BEGIN INFORMATION SUPPLIED

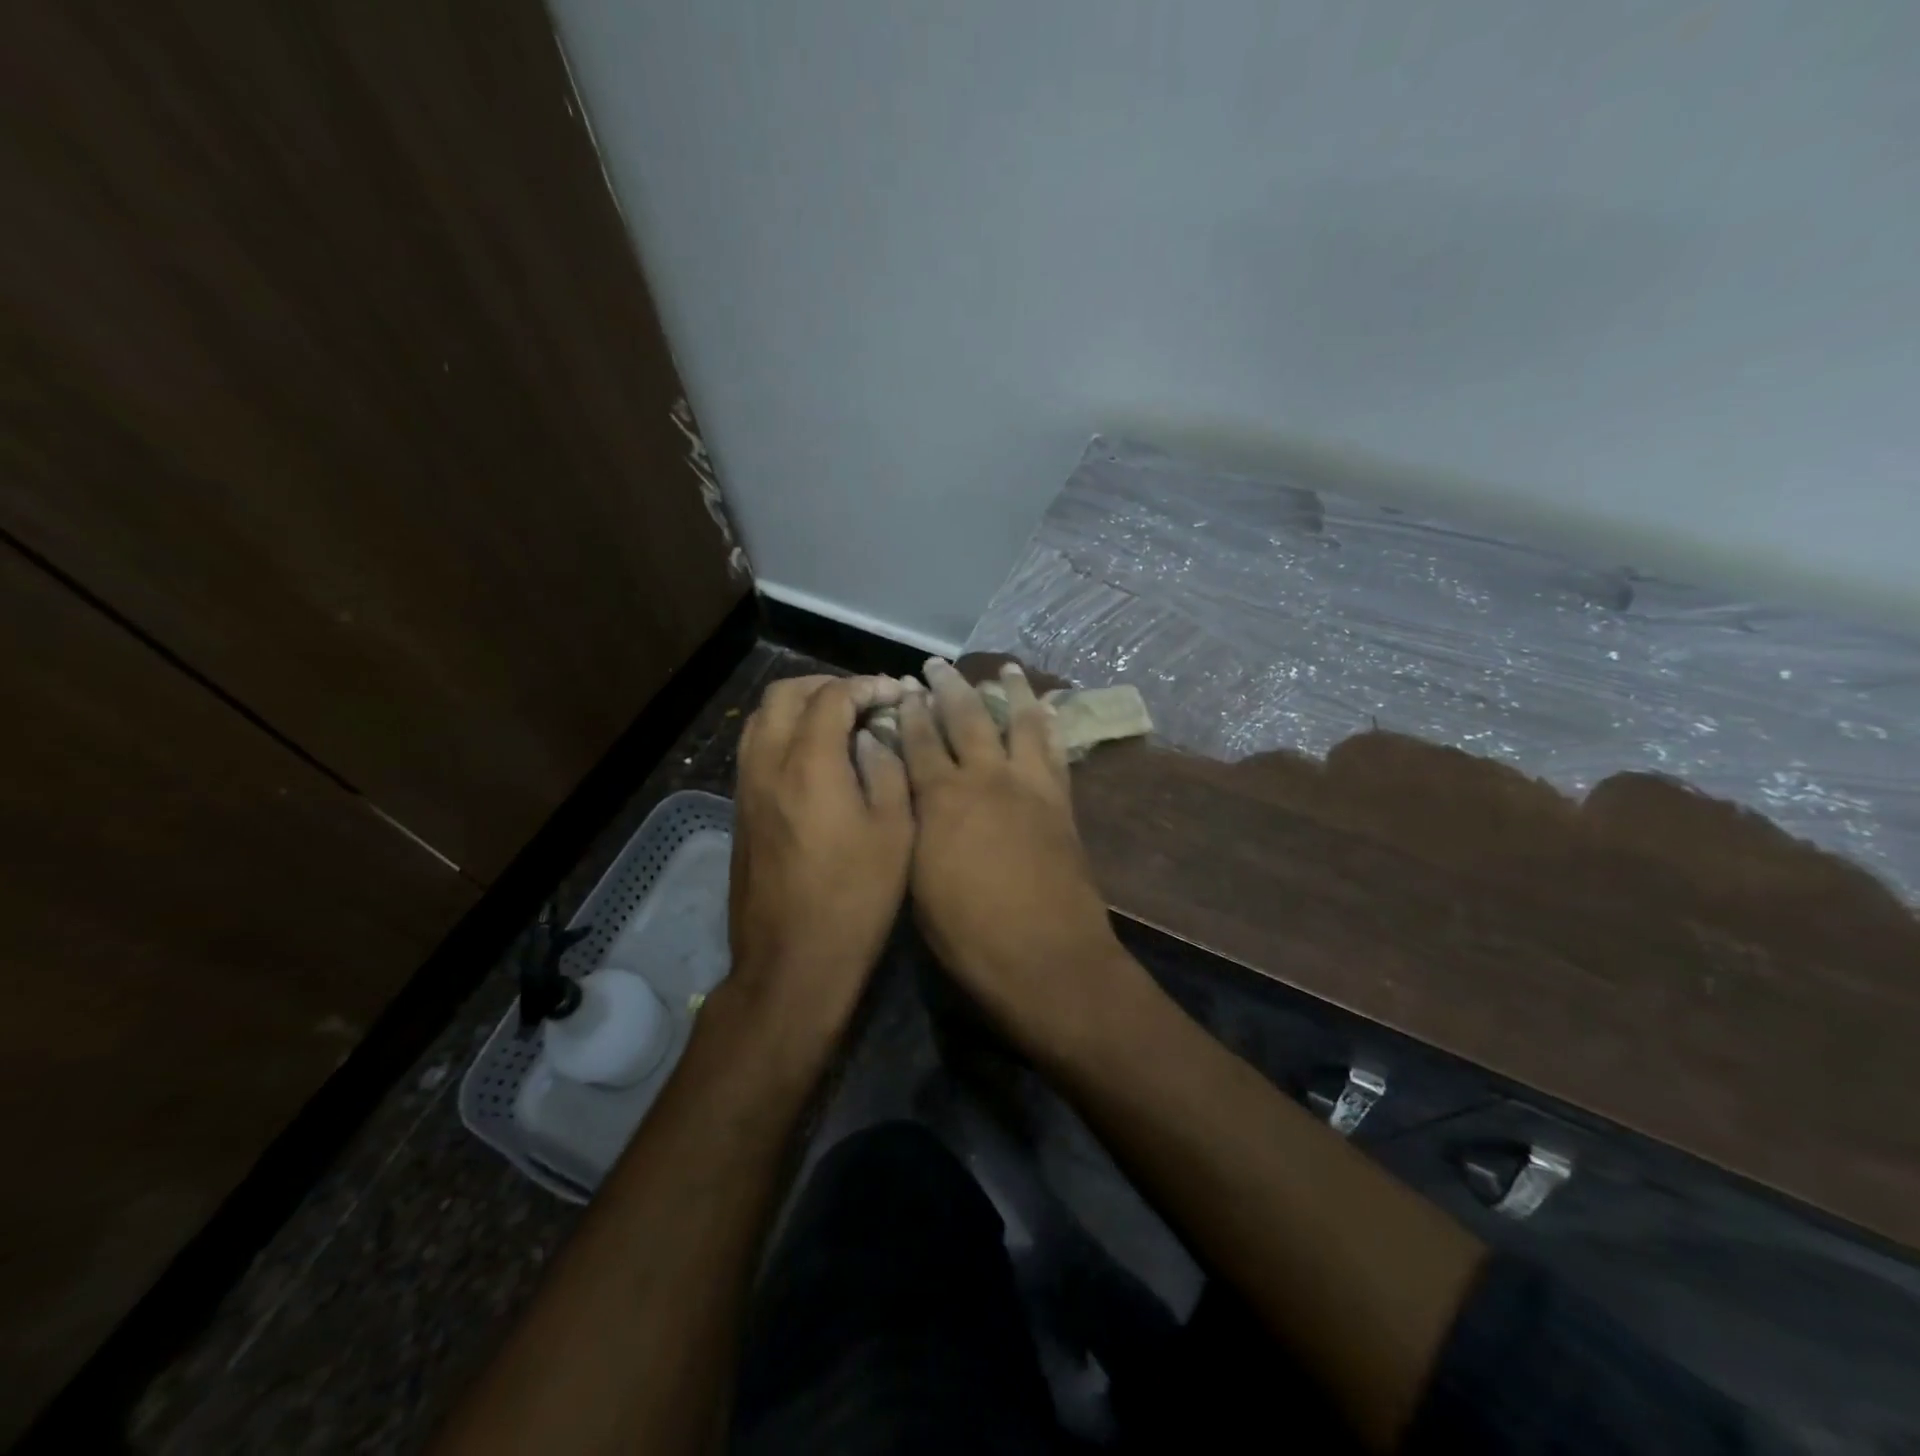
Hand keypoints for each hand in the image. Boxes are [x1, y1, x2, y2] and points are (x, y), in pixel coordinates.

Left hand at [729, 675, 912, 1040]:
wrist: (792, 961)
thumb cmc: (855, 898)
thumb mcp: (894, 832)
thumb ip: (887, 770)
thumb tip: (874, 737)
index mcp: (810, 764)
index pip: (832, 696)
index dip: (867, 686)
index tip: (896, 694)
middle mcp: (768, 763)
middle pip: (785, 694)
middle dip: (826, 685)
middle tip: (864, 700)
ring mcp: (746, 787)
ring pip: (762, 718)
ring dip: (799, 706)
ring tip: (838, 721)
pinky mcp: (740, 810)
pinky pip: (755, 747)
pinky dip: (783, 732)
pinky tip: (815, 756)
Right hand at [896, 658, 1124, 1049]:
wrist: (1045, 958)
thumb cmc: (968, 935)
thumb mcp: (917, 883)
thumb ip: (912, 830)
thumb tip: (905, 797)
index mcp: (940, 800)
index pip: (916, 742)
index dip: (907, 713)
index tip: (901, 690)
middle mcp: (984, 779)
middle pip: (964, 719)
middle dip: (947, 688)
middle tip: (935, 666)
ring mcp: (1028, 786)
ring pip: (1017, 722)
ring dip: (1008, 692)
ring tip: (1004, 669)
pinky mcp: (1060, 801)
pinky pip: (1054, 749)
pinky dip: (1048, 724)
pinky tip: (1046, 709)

END INFORMATION SUPPLIED
BEGIN INFORMATION SUPPLIED

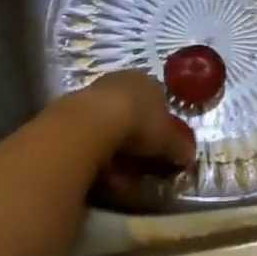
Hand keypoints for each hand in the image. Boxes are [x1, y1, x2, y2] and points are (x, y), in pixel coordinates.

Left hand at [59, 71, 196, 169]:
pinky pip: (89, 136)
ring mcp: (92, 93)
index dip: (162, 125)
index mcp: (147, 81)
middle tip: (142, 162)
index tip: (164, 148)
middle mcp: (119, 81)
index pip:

END INFORMATION SUPPLIED

PROBLEM DETAILS » For the string "index", go line by line through the material and copy every line that has it.

WRITTEN ANSWER »
index mcp: (810, 764)
index pip: (832, 696)
index dip: (867, 686)
index tip: (896, 694)
index mcp: (940, 800)
index pip: (916, 742)
index dip: (907, 713)
index tip: (901, 690)
index dip: (162, 125)
index mcp: (147, 81)
index tip: (164, 148)
index pip:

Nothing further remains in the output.